START Data for this exercise

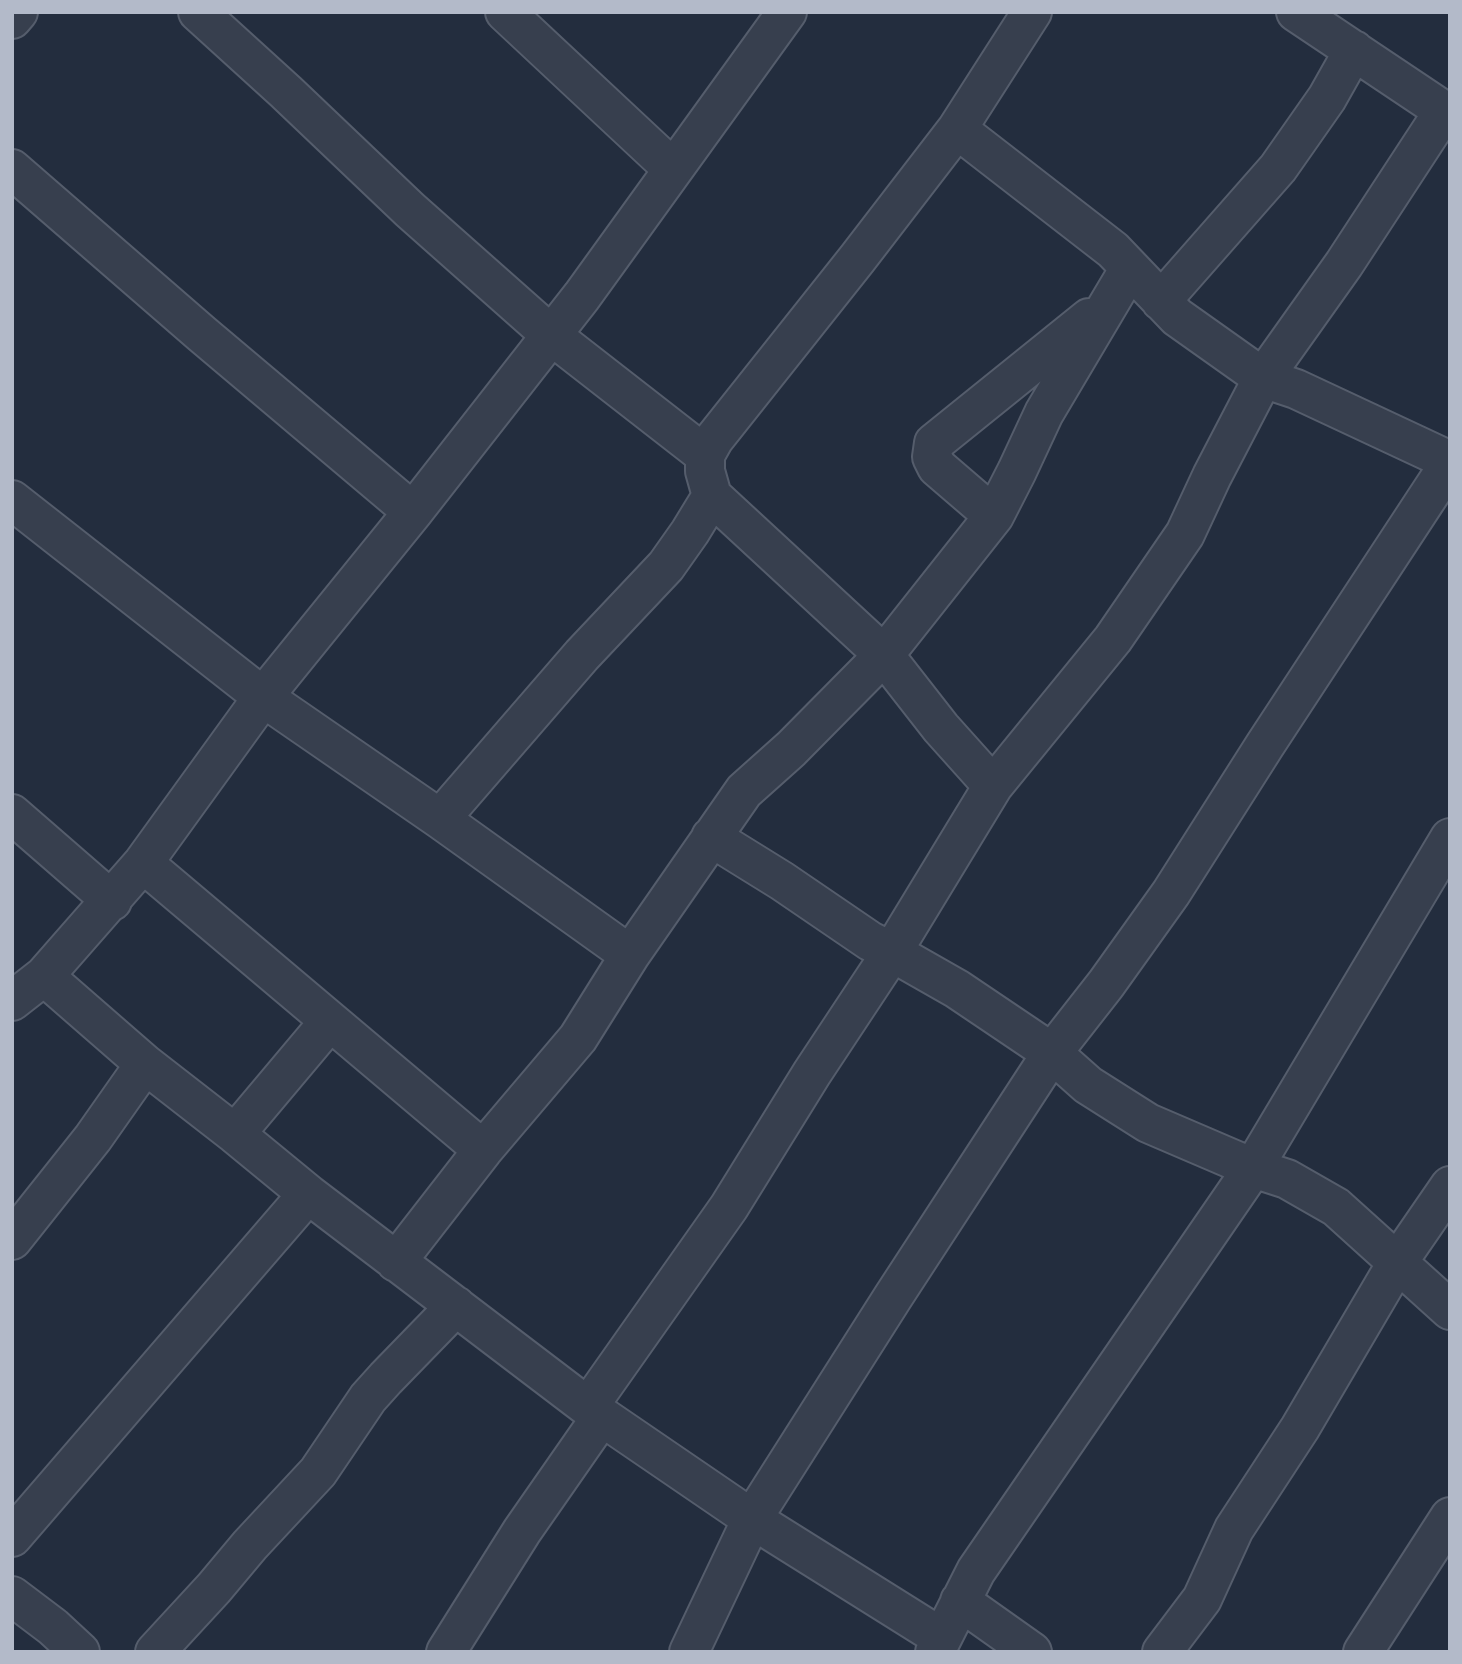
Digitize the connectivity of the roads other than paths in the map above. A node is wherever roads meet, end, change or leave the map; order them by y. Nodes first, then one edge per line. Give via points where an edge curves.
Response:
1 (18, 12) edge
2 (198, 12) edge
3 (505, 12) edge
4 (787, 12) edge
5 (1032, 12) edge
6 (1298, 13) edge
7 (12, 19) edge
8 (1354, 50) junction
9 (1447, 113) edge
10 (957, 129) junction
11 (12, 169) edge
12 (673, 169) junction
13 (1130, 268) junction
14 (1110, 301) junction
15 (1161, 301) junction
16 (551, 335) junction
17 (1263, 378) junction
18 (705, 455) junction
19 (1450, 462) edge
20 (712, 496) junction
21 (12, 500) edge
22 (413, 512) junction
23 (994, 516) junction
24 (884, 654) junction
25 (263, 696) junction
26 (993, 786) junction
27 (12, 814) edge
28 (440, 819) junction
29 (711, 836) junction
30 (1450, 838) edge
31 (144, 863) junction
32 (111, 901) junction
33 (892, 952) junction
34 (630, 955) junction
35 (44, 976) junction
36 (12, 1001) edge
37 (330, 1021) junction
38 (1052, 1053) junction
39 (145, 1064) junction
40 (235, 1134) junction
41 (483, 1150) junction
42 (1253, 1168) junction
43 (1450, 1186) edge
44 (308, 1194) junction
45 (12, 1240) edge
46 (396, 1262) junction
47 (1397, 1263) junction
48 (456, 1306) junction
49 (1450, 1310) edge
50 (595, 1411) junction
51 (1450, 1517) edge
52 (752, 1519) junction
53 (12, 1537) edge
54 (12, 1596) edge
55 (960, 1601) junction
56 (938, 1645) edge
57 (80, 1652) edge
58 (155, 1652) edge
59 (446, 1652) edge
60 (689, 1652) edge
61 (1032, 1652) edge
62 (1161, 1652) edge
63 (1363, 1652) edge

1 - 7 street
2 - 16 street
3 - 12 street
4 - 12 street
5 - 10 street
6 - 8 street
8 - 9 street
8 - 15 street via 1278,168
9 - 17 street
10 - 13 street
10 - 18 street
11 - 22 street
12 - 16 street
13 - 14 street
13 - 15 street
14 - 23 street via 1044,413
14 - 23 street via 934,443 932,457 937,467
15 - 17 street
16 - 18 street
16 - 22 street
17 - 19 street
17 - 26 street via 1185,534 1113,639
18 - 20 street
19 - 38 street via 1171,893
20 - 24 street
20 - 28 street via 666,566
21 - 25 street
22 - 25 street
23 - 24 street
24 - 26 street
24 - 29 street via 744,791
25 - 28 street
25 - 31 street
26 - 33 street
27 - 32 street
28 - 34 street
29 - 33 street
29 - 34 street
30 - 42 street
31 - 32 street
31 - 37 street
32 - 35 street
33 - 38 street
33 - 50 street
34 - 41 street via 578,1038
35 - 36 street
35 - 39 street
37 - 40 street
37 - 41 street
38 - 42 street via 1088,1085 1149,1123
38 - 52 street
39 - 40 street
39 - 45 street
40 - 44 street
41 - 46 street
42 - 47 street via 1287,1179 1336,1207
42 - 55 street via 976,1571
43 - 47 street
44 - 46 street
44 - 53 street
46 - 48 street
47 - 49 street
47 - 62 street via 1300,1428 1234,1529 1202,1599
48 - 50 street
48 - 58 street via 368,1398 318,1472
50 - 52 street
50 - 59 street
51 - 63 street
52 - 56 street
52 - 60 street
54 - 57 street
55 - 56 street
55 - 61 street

END Data for this exercise

Problem to solve - Give the listing above again in its entirety, exactly as written and free of images.

Response -
Digitize the connectivity of the roads other than paths in the map above. A node is wherever roads meet, end, change or leave the map; order them by y. Nodes first, then one edge per line. Give via points where an edge curves.
Response:
1 (18, 12) edge
2 (198, 12) edge
3 (505, 12) edge
4 (787, 12) edge
5 (1032, 12) edge
6 (1298, 13) edge
7 (12, 19) edge
8 (1354, 50) junction
9 (1447, 113) edge
10 (957, 129) junction
11 (12, 169) edge
12 (673, 169) junction
13 (1130, 268) junction
14 (1110, 301) junction
15 (1161, 301) junction
16 (551, 335) junction
17 (1263, 378) junction
18 (705, 455) junction
19 (1450, 462) edge
20 (712, 496) junction
21 (12, 500) edge
22 (413, 512) junction
23 (994, 516) junction
24 (884, 654) junction
25 (263, 696) junction
26 (993, 786) junction
27 (12, 814) edge
28 (440, 819) junction
29 (711, 836) junction
30 (1450, 838) edge
31 (144, 863) junction
32 (111, 901) junction
33 (892, 952) junction
34 (630, 955) junction
35 (44, 976) junction
36 (12, 1001) edge
37 (330, 1021) junction
38 (1052, 1053) junction
39 (145, 1064) junction
40 (235, 1134) junction
41 (483, 1150) junction
42 (1253, 1168) junction
43 (1450, 1186) edge
44 (308, 1194) junction
45 (12, 1240) edge
46 (396, 1262) junction
47 (1397, 1263) junction
48 (456, 1306) junction
49 (1450, 1310) edge
50 (595, 1411) junction
51 (1450, 1517) edge
52 (752, 1519) junction
53 (12, 1537) edge
54 (12, 1596) edge
55 (960, 1601) junction
56 (938, 1645) edge
57 (80, 1652) edge
58 (155, 1652) edge
59 (446, 1652) edge
60 (689, 1652) edge
61 (1032, 1652) edge
62 (1161, 1652) edge
63 (1363, 1652) edge

1 - 7 street
2 - 16 street
3 - 12 street
4 - 12 street
5 - 10 street
6 - 8 street
8 - 9 street
8 - 15 street via 1278,168
9 - 17 street
10 - 13 street
10 - 18 street
11 - 22 street
12 - 16 street
13 - 14 street
13 - 15 street
14 - 23 street via 1044,413
14 - 23 street via 934,443 932,457 937,467
15 - 17 street
16 - 18 street
16 - 22 street
17 - 19 street
17 - 26 street via 1185,534 1113,639
18 - 20 street
19 - 38 street via 1171,893
20 - 24 street
20 - 28 street via 666,566
21 - 25 street
22 - 25 street
23 - 24 street
24 - 26 street
24 - 29 street via 744,791
25 - 28 street
25 - 31 street
26 - 33 street
27 - 32 street
28 - 34 street
29 - 33 street
29 - 34 street
30 - 42 street
31 - 32 street
31 - 37 street
32 - 35 street
33 - 38 street
33 - 50 street
34 - 41 street via 578,1038
35 - 36 street
35 - 39 street
37 - 40 street
37 - 41 street
38 - 42 street via 1088,1085 1149,1123
38 - 52 street
39 - 40 street
39 - 45 street
40 - 44 street
41 - 46 street
42 - 47 street via 1287,1179 1336,1207
42 - 55 street via 976,1571
43 - 47 street
44 - 46 street
44 - 53 street
46 - 48 street
47 - 49 street
47 - 62 street via 1300,1428 1234,1529 1202,1599
48 - 50 street
48 - 58 street via 368,1398 318,1472
50 - 52 street
50 - 59 street
51 - 63 street
52 - 56 street
52 - 60 street
54 - 57 street
55 - 56 street
55 - 61 street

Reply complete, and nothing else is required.